[Collected data entries]
*** Block opens ***

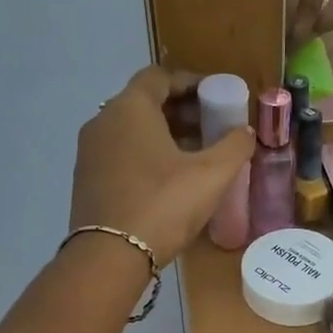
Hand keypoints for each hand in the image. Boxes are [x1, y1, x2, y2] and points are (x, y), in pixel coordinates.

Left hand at [69, 67, 254, 264]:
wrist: (110, 257)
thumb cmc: (163, 205)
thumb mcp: (211, 175)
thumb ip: (234, 146)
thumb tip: (245, 132)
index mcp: (130, 108)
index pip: (160, 76)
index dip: (191, 82)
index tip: (216, 97)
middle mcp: (103, 121)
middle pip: (144, 102)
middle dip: (180, 110)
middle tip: (211, 127)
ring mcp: (90, 152)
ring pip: (131, 130)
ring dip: (163, 135)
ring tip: (195, 155)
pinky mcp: (86, 180)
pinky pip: (120, 154)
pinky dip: (144, 155)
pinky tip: (168, 180)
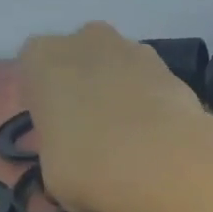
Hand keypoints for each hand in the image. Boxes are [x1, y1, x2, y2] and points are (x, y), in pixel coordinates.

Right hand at [18, 24, 205, 211]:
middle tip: (97, 134)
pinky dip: (156, 106)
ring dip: (125, 95)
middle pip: (82, 63)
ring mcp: (137, 50)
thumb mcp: (50, 171)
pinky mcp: (176, 70)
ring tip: (135, 140)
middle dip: (88, 90)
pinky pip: (155, 87)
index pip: (36, 75)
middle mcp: (87, 40)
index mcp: (41, 57)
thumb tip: (75, 161)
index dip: (49, 106)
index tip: (60, 134)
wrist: (164, 162)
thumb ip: (58, 151)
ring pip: (122, 71)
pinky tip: (161, 138)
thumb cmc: (89, 165)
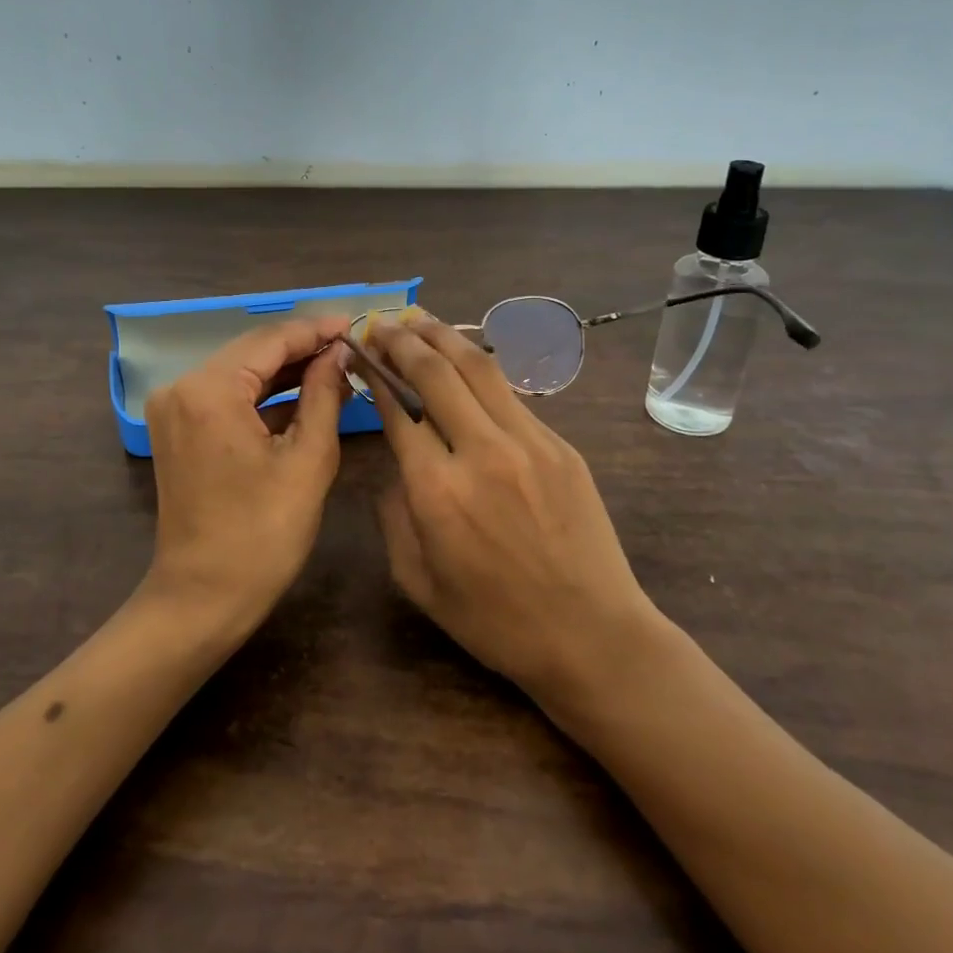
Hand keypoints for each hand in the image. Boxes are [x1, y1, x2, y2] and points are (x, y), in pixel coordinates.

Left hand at [141, 315, 352, 636]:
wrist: (203, 598)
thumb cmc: (263, 535)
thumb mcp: (308, 460)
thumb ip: (324, 395)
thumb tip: (339, 354)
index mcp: (209, 390)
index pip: (270, 340)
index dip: (315, 331)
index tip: (354, 324)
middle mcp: (181, 388)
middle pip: (251, 351)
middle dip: (301, 348)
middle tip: (350, 346)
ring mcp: (174, 409)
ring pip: (239, 372)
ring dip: (284, 371)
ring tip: (335, 367)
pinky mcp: (177, 429)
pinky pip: (225, 397)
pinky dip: (262, 396)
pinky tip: (303, 395)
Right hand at [361, 310, 663, 703]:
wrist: (591, 634)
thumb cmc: (495, 620)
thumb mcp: (418, 581)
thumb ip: (394, 515)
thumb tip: (398, 464)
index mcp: (436, 491)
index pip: (397, 410)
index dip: (375, 375)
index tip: (360, 354)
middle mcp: (480, 452)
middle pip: (435, 373)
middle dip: (402, 341)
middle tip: (383, 323)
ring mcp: (527, 442)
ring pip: (478, 368)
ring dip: (443, 336)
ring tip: (419, 318)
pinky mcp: (559, 444)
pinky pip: (510, 394)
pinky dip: (480, 369)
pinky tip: (465, 360)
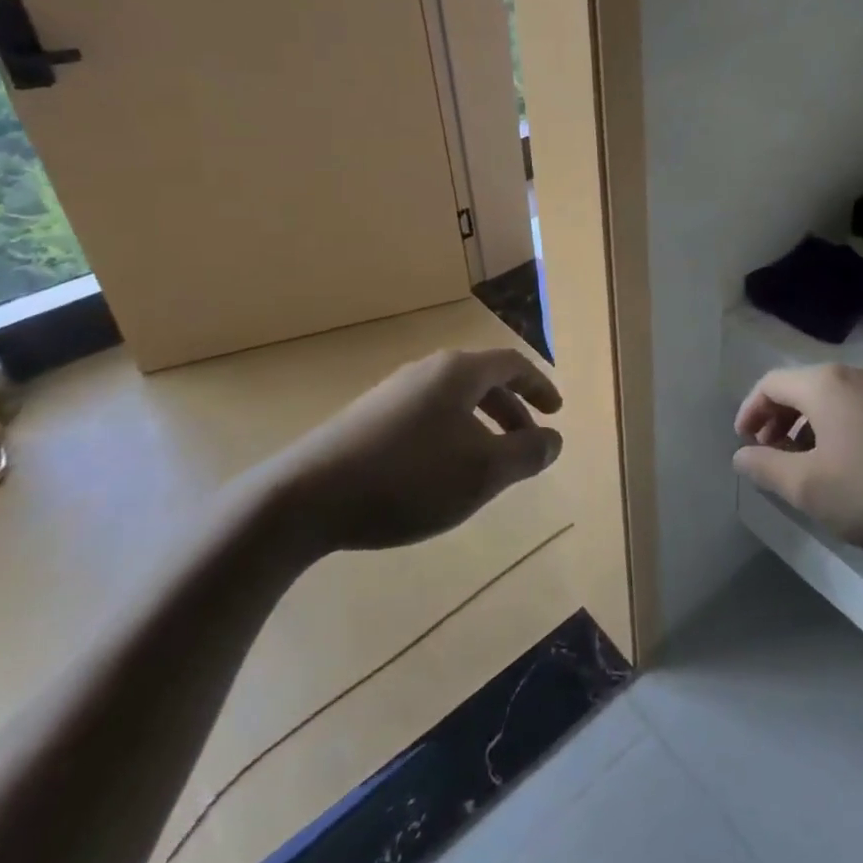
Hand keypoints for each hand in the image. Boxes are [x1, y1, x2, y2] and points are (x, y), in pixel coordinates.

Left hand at [260, 347, 563, 554]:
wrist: (306, 497)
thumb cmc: (409, 478)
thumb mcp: (484, 472)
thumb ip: (527, 454)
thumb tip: (554, 439)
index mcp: (458, 372)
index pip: (512, 365)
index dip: (539, 387)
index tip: (556, 412)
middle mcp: (426, 371)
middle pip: (482, 380)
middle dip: (511, 410)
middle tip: (528, 441)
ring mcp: (392, 393)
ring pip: (452, 400)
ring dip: (481, 425)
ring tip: (487, 463)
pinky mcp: (366, 419)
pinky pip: (426, 417)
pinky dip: (450, 435)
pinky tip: (439, 473)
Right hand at [732, 363, 862, 556]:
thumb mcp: (811, 488)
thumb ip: (768, 469)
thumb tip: (741, 455)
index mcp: (825, 384)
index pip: (771, 384)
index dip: (750, 410)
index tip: (744, 442)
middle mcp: (856, 377)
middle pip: (802, 389)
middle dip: (779, 421)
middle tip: (770, 455)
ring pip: (834, 402)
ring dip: (809, 429)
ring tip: (807, 468)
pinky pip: (861, 413)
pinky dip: (840, 433)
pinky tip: (850, 470)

*** Block closes ***

• _YOUR ASSIGNMENT_: Retype exactly the line with "pinky mcp: (366, 419)" and each line after it until the records end, and include no other line.

• _FINAL ANSWER_:
pinky mcp: (366, 419)
pinky pip: (426, 417)
pinky dip: (450, 435)
pinky tip: (439, 473)
Right hand at [732, 363, 862, 556]:
thumb mcp: (811, 488)
thumb ip: (768, 469)
thumb tip: (741, 455)
index mcp: (825, 384)
index pip: (771, 384)
index dip: (750, 410)
index tip: (744, 442)
middle mcp: (856, 377)
middle pip: (802, 389)
middle dip: (779, 421)
middle tip: (770, 455)
ring pip: (834, 402)
ring dip: (809, 429)
ring tip: (807, 468)
pinky pip: (861, 413)
pinky dip: (840, 433)
pinky tip: (850, 470)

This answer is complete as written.